The most important collectors associated with Dulwich Picture Gallery are Noel Desenfans (1744–1807) and Sir Francis Bourgeois (1753–1811) [1].1 They were seen as foreigners living in London and were not accepted by high society in a way they would have liked. Desenfans was born in France and studied in Douai and later in Paris. Bourgeois’ father came from Switzerland, but his mother was English. Desenfans came to London in 1769 as a teacher of languages; in 1776 he married Margaret Morris (1737–1814), from a prosperous Welsh family [2]. In 1784 they moved into 38 Charlotte (now Hallam) Street in Marylebone, to which No. 39 was added a few years later.2 Bourgeois lived there as well.3 Desenfans became an art dealer, probably with his wife’s money, although an inheritance from an uncle is also mentioned as the start of his commercial career. Through art Desenfans and Bourgeois endeavoured to improve their status in several ways. Desenfans took the young Bourgeois under his wing, and arranged for him to study, albeit briefly, with the French artist Philippe Jacques de Loutherbourg II (1740–1812) in London c. 1775–6. In 1787 Bourgeois became an Associate of the Royal Academy, and in 1793 a full member.
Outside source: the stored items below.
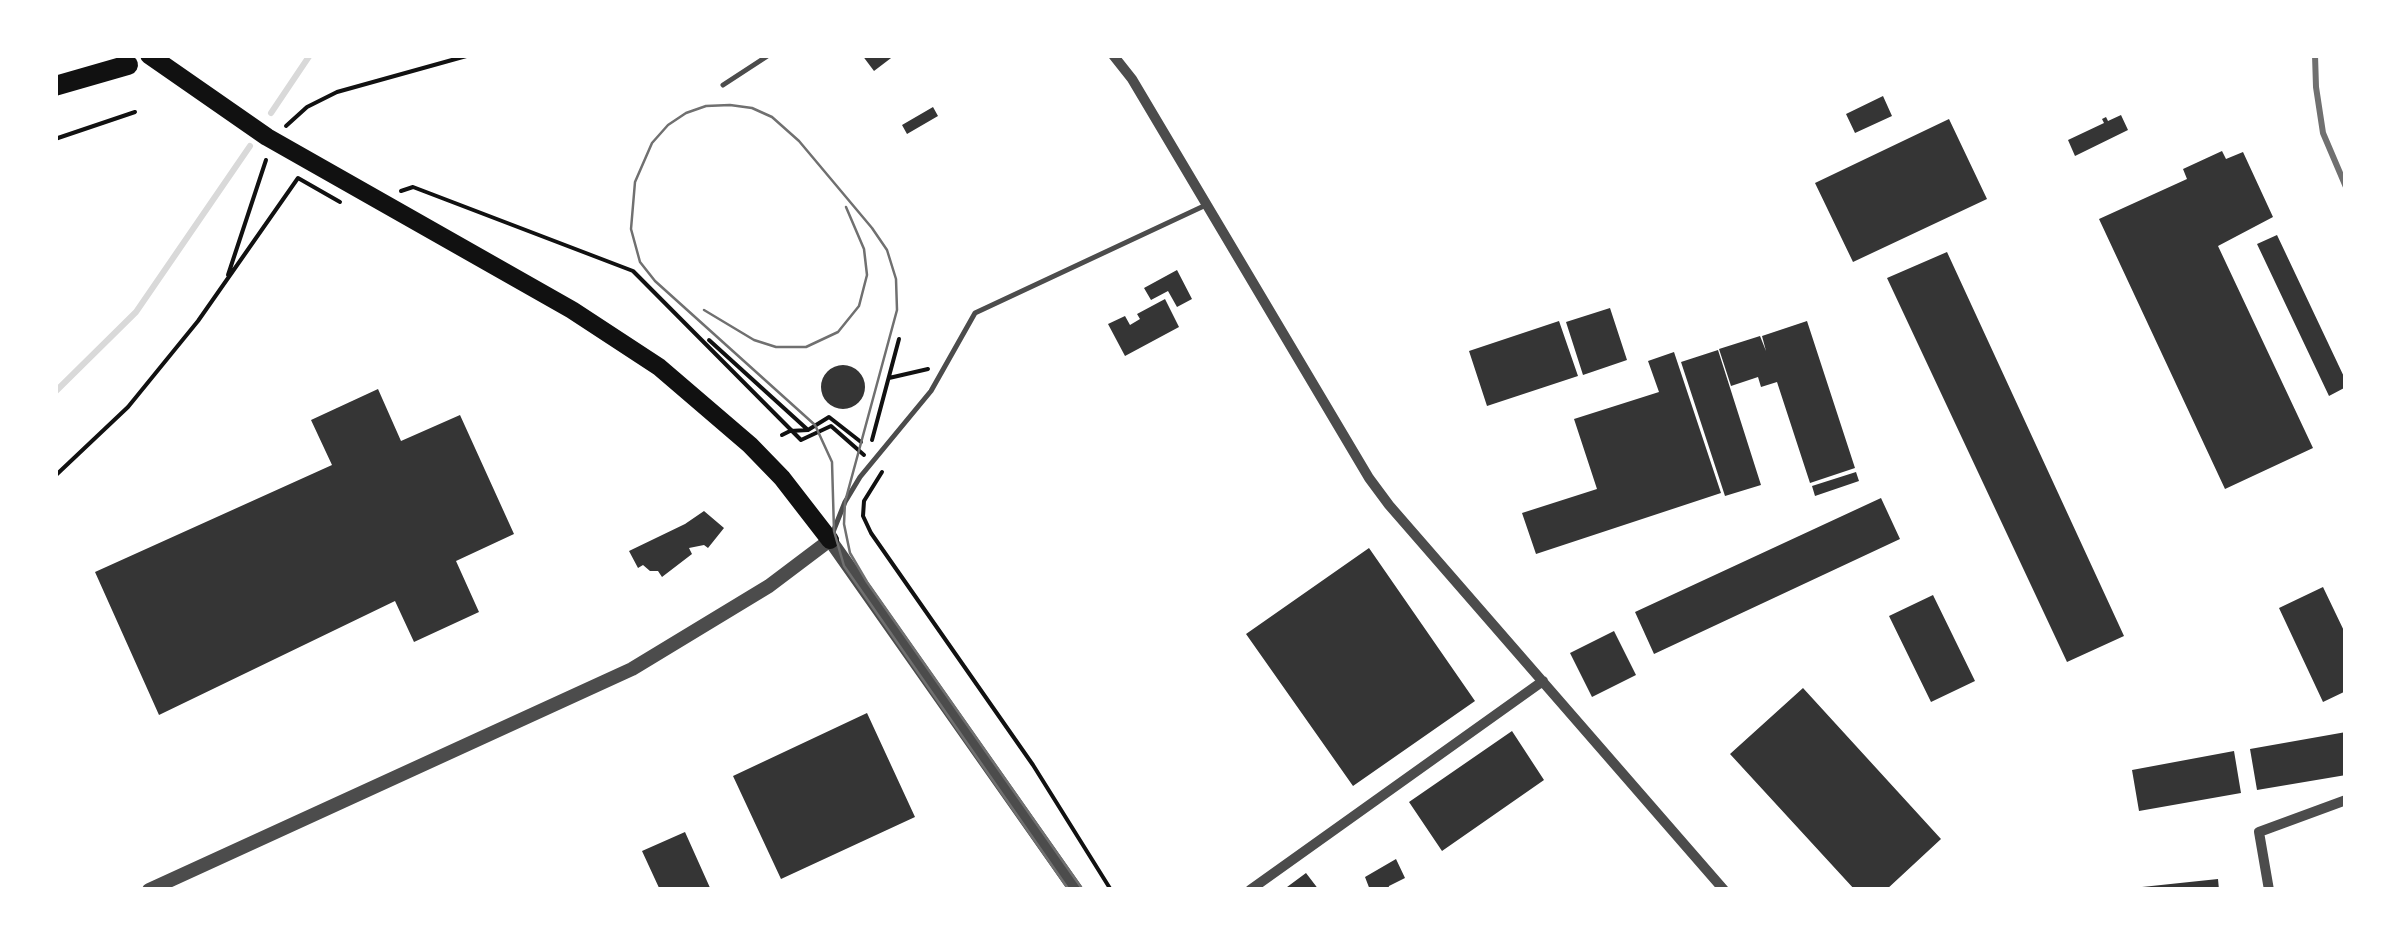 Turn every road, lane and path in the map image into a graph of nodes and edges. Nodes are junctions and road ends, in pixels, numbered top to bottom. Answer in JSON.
{"nodes":[{"id":1,"x":149,"y":55,"type":"edge"},
{"id":2,"x":470,"y":55,"type":"edge"},
{"id":3,"x":769,"y":55,"type":"edge"},
{"id":4,"x":1113,"y":55,"type":"edge"},
{"id":5,"x":128,"y":64,"type":"dead end"},
{"id":6,"x":377,"y":78,"type":"dead end"},
{"id":7,"x":723,"y":86,"type":"dead end"},
{"id":8,"x":55,"y":90,"type":"edge"},
{"id":9,"x":135,"y":112,"type":"dead end"},
{"id":10,"x":55,"y":139,"type":"edge"},
{"id":11,"x":398,"y":194,"type":"dead end"},
{"id":12,"x":339,"y":203,"type":"dead end"},
{"id":13,"x":1206,"y":205,"type":"junction"},
{"id":14,"x":899,"y":339,"type":"dead end"},
{"id":15,"x":709,"y":340,"type":"dead end"},
{"id":16,"x":944,"y":369,"type":"junction"},
{"id":17,"x":889,"y":378,"type":"junction"},
{"id":18,"x":796,"y":418,"type":"junction"},
{"id":19,"x":808,"y":430,"type":"junction"},
{"id":20,"x":790,"y":431,"type":"junction"},
{"id":21,"x":782,"y":435,"type":"dead end"},
{"id":22,"x":861,"y":442,"type":"dead end"},
{"id":23,"x":868,"y":448,"type":"dead end"},
{"id":24,"x":872,"y":462,"type":"junction"},
{"id":25,"x":55,"y":476,"type":"edge"},
{"id":26,"x":830,"y":540,"type":"junction"},
{"id":27,"x":1543,"y":681,"type":"junction"},
{"id":28,"x":2346,"y":800,"type":"edge"},
{"id":29,"x":149,"y":890,"type":"edge"},
{"id":30,"x":1076,"y":890,"type":"edge"},
{"id":31,"x":1110,"y":890,"type":"edge"},
{"id":32,"x":1250,"y":890,"type":"edge"},
{"id":33,"x":1724,"y":890,"type":"edge"},
{"id":34,"x":2269,"y":890,"type":"edge"}],
"edges":[{"from":1,"to":26,"type":"main road"},
{"from":2,"to":6,"type":"path"},
{"from":3,"to":7,"type":"lane"},
{"from":4,"to":13,"type":"street"},
{"from":5,"to":8,"type":"highway"},
{"from":9,"to":10,"type":"path"},
{"from":11,"to":20,"type":"path"},
{"from":12,"to":25,"type":"path"},
{"from":13,"to":16,"type":"lane"},
{"from":13,"to":27,"type":"street"},
{"from":14,"to":17,"type":"path"},
{"from":15,"to":18,"type":"path"},
{"from":16,"to":17,"type":"path"},
{"from":16,"to":24,"type":"lane"},
{"from":17,"to":23,"type":"path"},
{"from":18,"to":19,"type":"path"},
{"from":18,"to":20,"type":"path"},
{"from":19,"to":20,"type":"path"},
{"from":19,"to":22,"type":"path"},
{"from":20,"to":21,"type":"path"},
{"from":20,"to":24,"type":"path"},
{"from":24,"to":26,"type":"lane"},
{"from":24,"to":31,"type":"path"},
{"from":26,"to":29,"type":"street"},
{"from":26,"to":30,"type":"street"},
{"from":27,"to":32,"type":"street"},
{"from":27,"to":33,"type":"street"},
{"from":28,"to":34,"type":"street"}]}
At the request of King Stanislaus II August of Poland (1732–98), in 1790 Desenfans was commissioned to bring together pictures to be added to the King’s private collection in Warsaw [3]. That collection, for which agents were working all over Europe, included paintings by Rembrandt, Rubens, Gaspard Dughet (1615–75) and Van Dyck.4 The circumstances of this request are not clear. It is not known whether the names of the artists were specified, and whether it was the King’s aim to found a national gallery, as is sometimes suggested.5 London was then the place to form such a collection, as many French aristocratic collections had been brought there to be sold after the French Revolution. However in 1795 Poland was occupied by Russia and partitioned between Russia, Prussia and Austria, and the King abdicated, dying in exile three years later. As a consequence Desenfans was left with the pictures that had been meant for Warsaw. The Russian tsar, having succeeded Stanislaus August as the ruler of much of Poland, could arguably be viewed as having taken responsibility for the late King’s considerable debts, so Desenfans tried to persuade the next two tsars to buy the collection, via the British Ambassador in St Petersburg, but without success.6

The Polish connection had brought both men honours: Desenfans had been made Consul-General of Poland, while Bourgeois received a Polish knighthood, which was ratified by King George III (1738–1820): hence Sir Francis Bourgeois [4]. In 1791 he was appointed painter to the King of Poland, and in 1794 landscape painter to George III. Notwithstanding those honours Bourgeois cannot really be considered a good painter.7

1
James Northcote
Portrait of Noel Joseph Desenfans (1744-1807), c. 1796
Dulwich (Southwark), Dulwich Picture Gallery, inv./cat.nr. DPG28

2
Moussa Ayoub after Joshua Reynolds
Margaret Desenfans- Morris (1737-1814), 1930
Dulwich (Southwark), Dulwich Picture Gallery, inv./cat.nr. DPG627


3
Elisabeth Vigée-Le Brun
Portrait of Stanislas II August Poniatowski (1732-1798), last King of Poland, c. 1795-1796
Versailles, Musée national des châteaux de Versailles et de Trianon, inv./cat.nr. MV5878

4
James Northcote
Portrait of Sir Francis Bourgeois (1756-1811), c. 1795
Dulwich (Southwark), Dulwich Picture Gallery, inv./cat.nr. DPG172


Traces of Bourgeois’ activities may be found on the pictures at Dulwich. He created at least two pairs, in 18th-century style, to make decorative ensembles on the walls.8 Van Dyck’s Madonna and Child (DPG90) was enlarged to be a pendant of Charity (DPG81), and Peasants conversing (DPG76) by Teniers was adapted to form a pair with A Castle and its Proprietors (DPG95). (The Dulwich collection also counts ‘real’ pairs, intended by their maker.9) Even more radical were the interferences by Bourgeois on two pictures then considered to be by Aelbert Cuyp: on A River Landscape (DPG60) he not only enlarged the panel but also painted cows, which were finally removed in the 1990s; they are now only visible on the aquatint by Cockburn [5-6], the first Keeper of the Gallery (see below). On Cattle near a River (DPG245; now Calraet) – which John Ruskin (1819–1900) singled out for criticism – there were a ship and a post in the water with multiple reflections, most probably by Bourgeois, that are no longer visible.10

Only fragments of the Desenfans and Bourgeois archives have survived. At least fourteen auctions and other sales were organized by Desenfans, for which sometimes very summary catalogues were made. In addition, at least two inventories were produced of their home in Charlotte Street (1790–91 and 1813).11 Other material includes correspondence with the famous Parisian art dealer Jean-Baptiste Pierre Le Brun (1748–1813),12 who was one of the main suppliers of Desenfans’ art trade, and in several aspects his role model.13 Nevertheless, the information seldom provides a definitive answer when it comes to individual paintings, which can be recognized only in exceptional cases.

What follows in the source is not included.